5. The Civil Rights Cases (1883): Another testament to the Court's failure to protect civil rights, the Civil Rights Cases struck down the Civil Rights Act of 1875. That law sought to ban racial discrimination in businesses and public accommodations. The court, in an 8-1 decision, held that the enforcement provisions of the Thirteenth and Fourteenth Amendments do not allow Congress to prevent non-governmental racial discrimination. It would take over 80 years for the Court to switch course, allowing for the government protection of civil rights in Heart of Atlanta Motel v. U.S -- this time under the Commerce Clause.

6. Bowers v. Hardwick (1986): This decision upheld a discriminatory Georgia sodomy statute that criminalized sexually active gay and lesbian relationships. As Justice Harry Blackmun noted in his dissent, the majority opinion displayed "an almost obsessive focus on homosexual activity." Bowers was overruled in 2003 by Lawrence v. Texas, though unconstitutional anti-sodomy laws still exist in several states.

7. Lochner v. New York (1905): Look, they're not all civil rights cases! In this case, the Supreme Court struck down a New York law limiting bakery work hours to 10 hours a day, finding an implicit "liberty of contract" in the Due Process Clause and giving birth to the Lochner era.

8. Hammer v. Dagenhart (1918): Here, the Court ruled that Congress could not ban child labor in intrastate commerce. Sure, Congress could legislate against gambling and other vices, but whether children were to be kept out of mines and factories was a question only states could decide.

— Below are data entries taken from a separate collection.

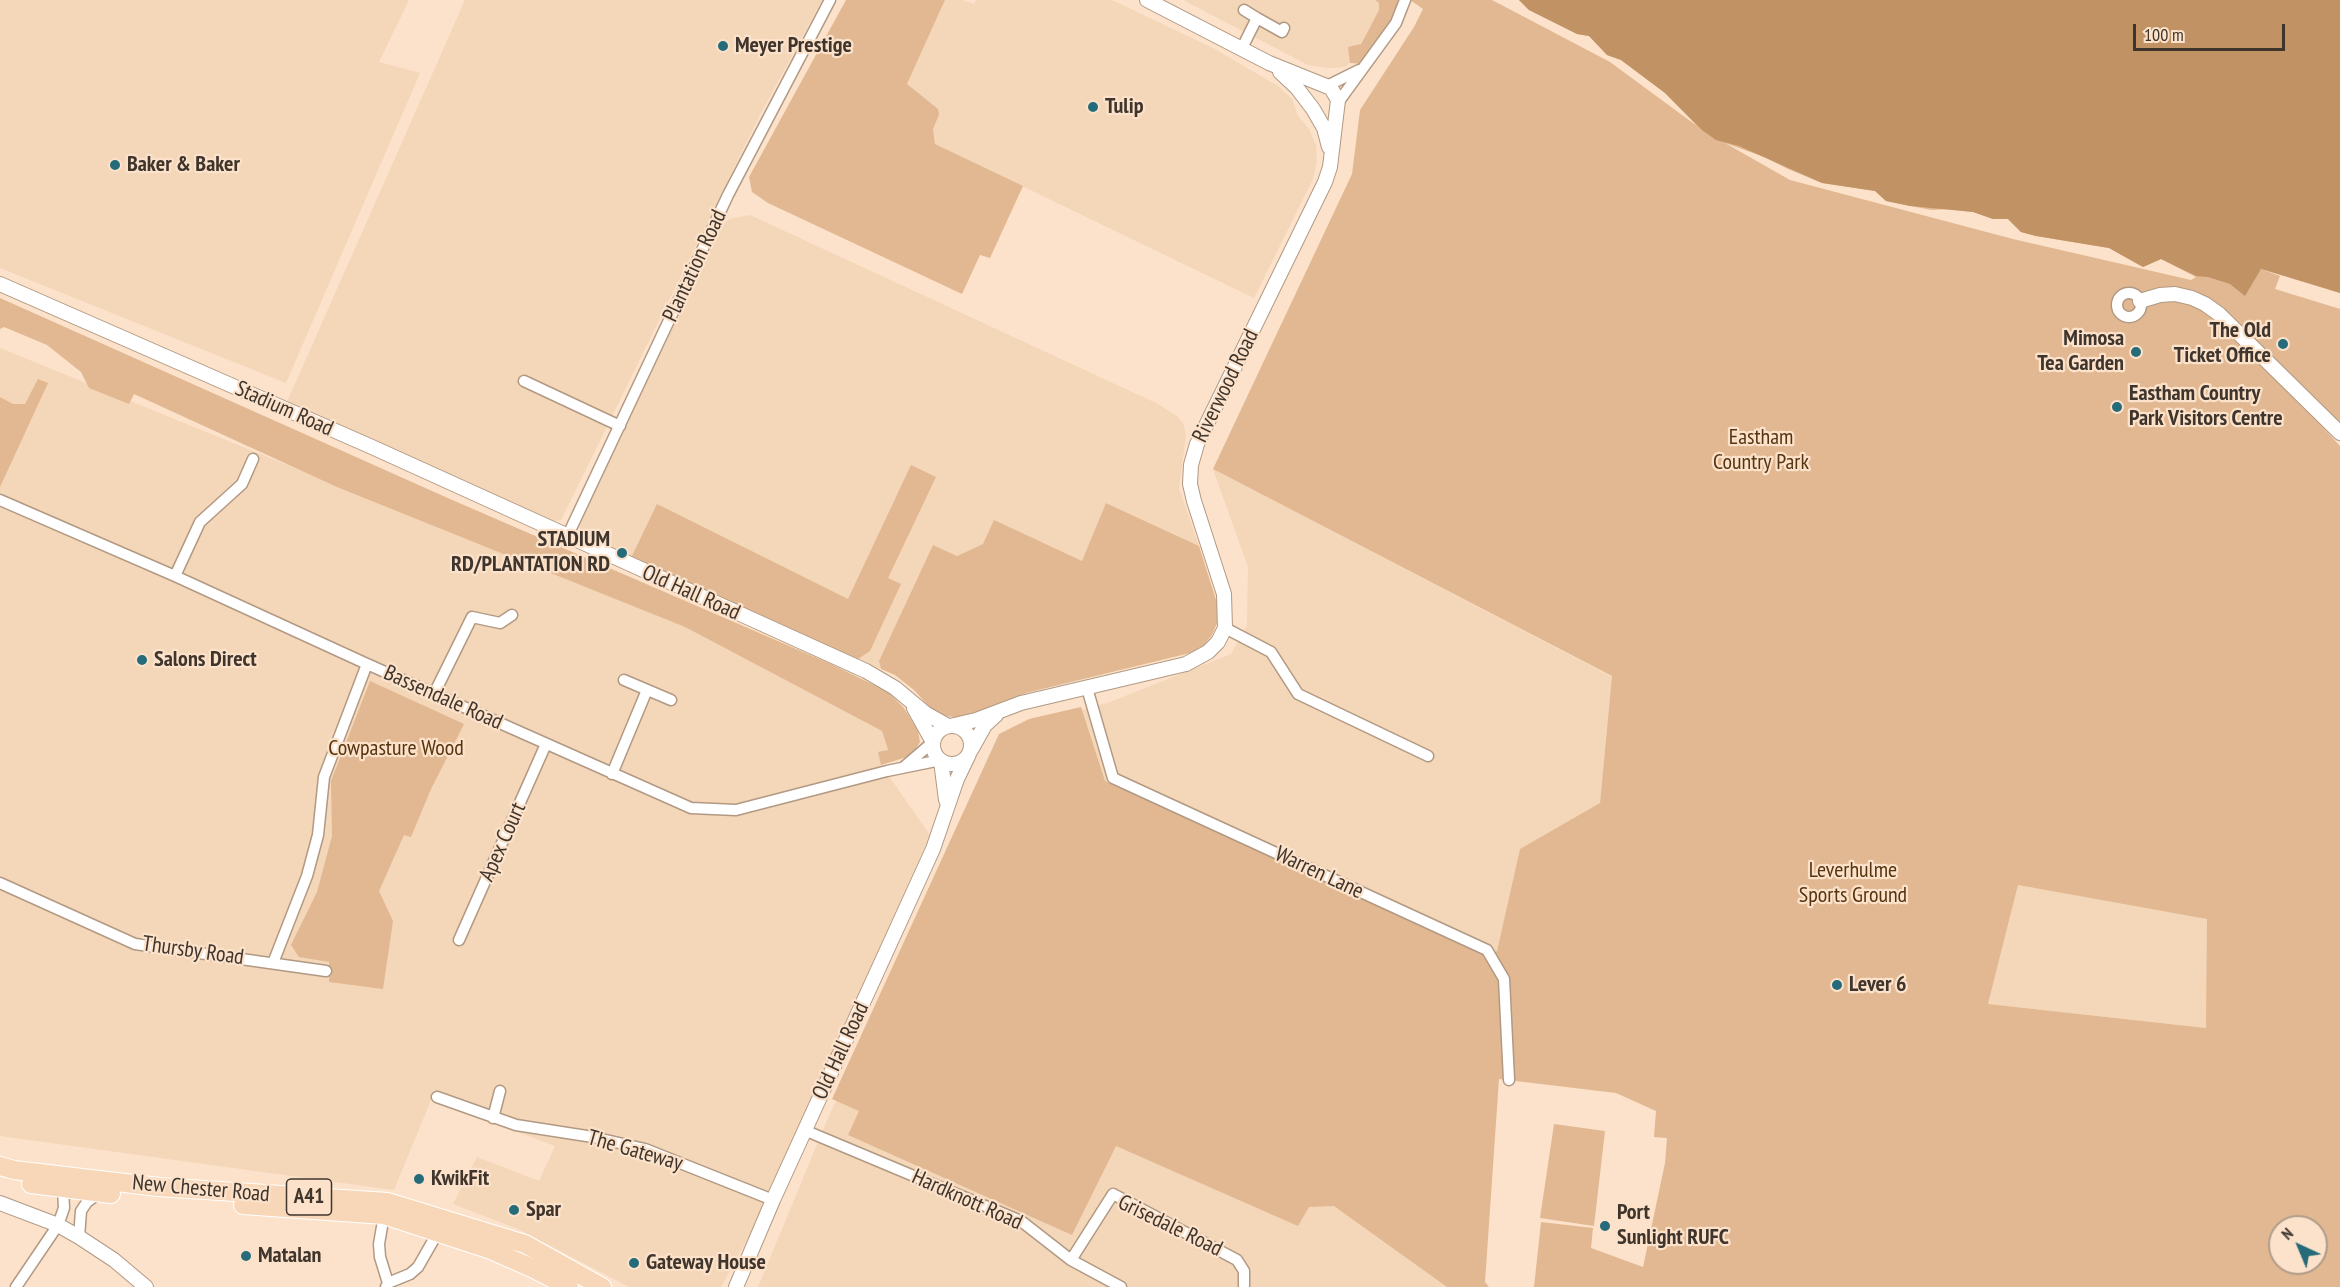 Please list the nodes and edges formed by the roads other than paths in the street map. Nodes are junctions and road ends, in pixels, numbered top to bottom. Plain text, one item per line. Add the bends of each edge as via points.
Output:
1 (830, 0) edge
2 (1147, 0) edge
3 (1405, 0) edge
4 (1244, 10) dead end
5 (1257, 18) junction
6 (1284, 28) dead end
7 (1242, 48) junction
8 (1269, 63) junction
9 (1366, 65) junction
10 (1326, 86) junction
11 (1337, 105) junction
12 (1312, 107) junction
13 (1331, 160) junction
14 (0, 284) edge
15 (2140, 301) dead end
16 (524, 381) dead end
17 (620, 426) junction
18 (2340, 433) edge
19 (254, 459) dead end
20 (0, 500) edge
21 (567, 537) junction
22 (175, 576) junction
23 (512, 615) dead end
24 (1225, 628) junction
25 (367, 664) junction
26 (624, 680) dead end
27 (1087, 688) junction
28 (647, 690) junction
29 (435, 694) junction
30 (671, 700) dead end
31 (909, 701) junction
32 (1000, 712) junction
33 (949, 726) junction
34 (933, 742) junction
35 (546, 744) junction
36 (969, 753) junction
37 (1428, 756) dead end
38 (941, 761) junction
39 (899, 769) junction
40 (612, 774) junction
41 (945, 814) junction
42 (0, 883) edge
43 (459, 940) dead end
44 (273, 963) junction
45 (326, 971) dead end
46 (1509, 1080) dead end
47 (500, 1090) dead end
48 (437, 1097) dead end
49 (493, 1118) junction
50 (804, 1130) junction
51 (0, 1166) edge
52 (0, 1178) edge
53 (63, 1189) junction
54 (100, 1192) junction
55 (773, 1200) junction
56 (0, 1203) edge
57 (384, 1215) junction
58 (58, 1225) junction
59 (438, 1232) junction
60 (80, 1237) junction
61 (1071, 1260) junction
62 (390, 1286) edge
63 (16, 1287) edge
64 (146, 1287) edge
65 (568, 1287) edge
66 (602, 1287) edge
67 (736, 1287) edge
68 (1120, 1287) edge
69 (1244, 1287) edge

1 - 17 street, Plantation Road via 728,195
2 - 7 street
3 - 9 street via 1396,23
4 - 5 street
5 - 6 street via 1282,32
5 - 7 street
7 - 8 street
8 - 10 street
8 - 12 street via 1298,88
9 - 10 street
9 - 11 street
10 - 11 street via 1337,95
10 - 12 street via 1314,89 1310,97
11 - 12 street via 1326,114
11 - 13 street, Riverwood Road
12 - 13 street via 1326,137
13 - 24 street, Riverwood Road via 1322,187 1197,444 1191,465 1194,501 1224,594
14 - 21 street, Stadium Road
15 - 18 street via 2175,294 2205,304
16 - 17 street
17 - 21 street, Plantation Road
19 - 22 street via 242,484 200,522
20 - 22 street, Bassendale Road
21 - 31 street, Old Hall Road via 866,671
22 - 25 street, Bassendale Road
23 - 29 street via 500,622 471,617
24 - 27 street via 1208,652 1186,664
24 - 37 street via 1271,652 1298,694
25 - 29 street, Bassendale Road
25 - 44 street via 324,777 318,835 307,876
26 - 28 street
27 - 32 street via 1021,703
27 - 46 street, Warren Lane via 1113,778 1487,950 1504,979
28 - 30 street
28 - 40 street
29 - 35 street, Bassendale Road
31 - 33 street, Old Hall Road
31 - 34 street, Old Hall Road
32 - 33 street
32 - 36 street via 985,726
33 - 34 street via 938,732
33 - 36 street via 967,733
34 - 38 street
34 - 39 street, Bassendale Road
35 - 40 street, Bassendale Road
35 - 43 street, Apex Court
36 - 38 street via 954,764
36 - 41 street, Old Hall Road
38 - 39 street, Bassendale Road
38 - 41 street, Old Hall Road
39 - 40 street, Bassendale Road via 736,810 691,808
41 - 50 street, Old Hall Road via 895,935
42 - 44 street, Thursby Road via 135,944
44 - 45 street, Thursby Road
47 - 49 street
48 - 49 street, The Gateway
49 - 55 street, The Gateway via 536,1130 636,1146
50 - 55 street, Old Hall Road
50 - 61 street, Hardknott Road via 1021,1221
51 - 66 highway, New Chester Road / A41 via 159,1187 388,1203 525,1244
52 - 53 highway, New Chester Road / A41
53 - 54 highway, New Chester Road / A41
53 - 58 street via 64,1208
54 - 57 highway, New Chester Road / A41
54 - 60 street via 81,1211
55 - 67 street, Old Hall Road
56 - 58 street
57 - 59 highway, New Chester Road / A41
57 - 62 street via 380,1257
58 - 60 street
58 - 63 street
59 - 62 street via 418,1267
59 - 65 highway, New Chester Road / A41 via 515,1260
60 - 64 street
61 - 68 street, Hardknott Road
61 - 69 street, Grisedale Road via 1113,1194 1238,1260 1244,1271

9. Kelo v. City of New London (2005): Taking land from one private party to give it to another is a valid public use under the Takings Clause, the Supreme Court ruled in Kelo. The decision allowed New London to condemn Susette Kelo's land and transfer it to a private developer as part of a "comprehensive redevelopment plan."

10. Lucas v. South Carolina Coastal Commission (1992): A developer purchased vacant lots on South Carolina beaches. The state, seeking to prevent beach erosion, passed a management act which prevented Lucas from building homes on the land. That, according to the Supreme Court, was a total destruction of all "economically viable use" and a per se taking. Not only are the case's factual conclusions implausible, but as UCLA Law professor Jonathan Zasloff notes, the opinion is full of "expressly and needlessly anti-environmental" views.

11. Bush v. Gore (2000): You don't have to be a Democrat to question the wisdom of this Supreme Court case. In a partisan split, the Supreme Court's five Republican appointees halted the recount of contested ballots in Florida, handing the election to George W. Bush. Even Justice Sandra Day O'Connor has come to regret the ruling.

12. Exxon Shipping Co. v. Baker (2008): Want to send a message to corporate wrongdoers? Don't expect the Roberts Court to make it easy. Following the Exxon Valdez oil spill, one of the greatest environmental disasters of the time, and after years and years of litigation, Exxon was finally held responsible for its negligent captain and hit with $5 billion in damages. Then the Supreme Court ruled that Exxon couldn't be subject to punitive damages in excess of compensatory ones, dropping total damages down to $500 million. Not only did Exxon evade billions in damages, the Supreme Court's ruling increased the value of its stock by $23 billion in two days. That was particularly a boon to Justice Alito, who chose to recuse himself from the case because he owned Exxon stock.

13. Citizens United v. FEC (2010): Perhaps the most hated decision from the Roberts Court, Citizens United held that political donations are speech protected by the First Amendment, opening the floodgates to unlimited personal and corporate donations to "super PACs." Though widely unpopular, the ruling isn't going away anytime soon. It would take a constitutional amendment or a new Supreme Court makeup to reverse the decision.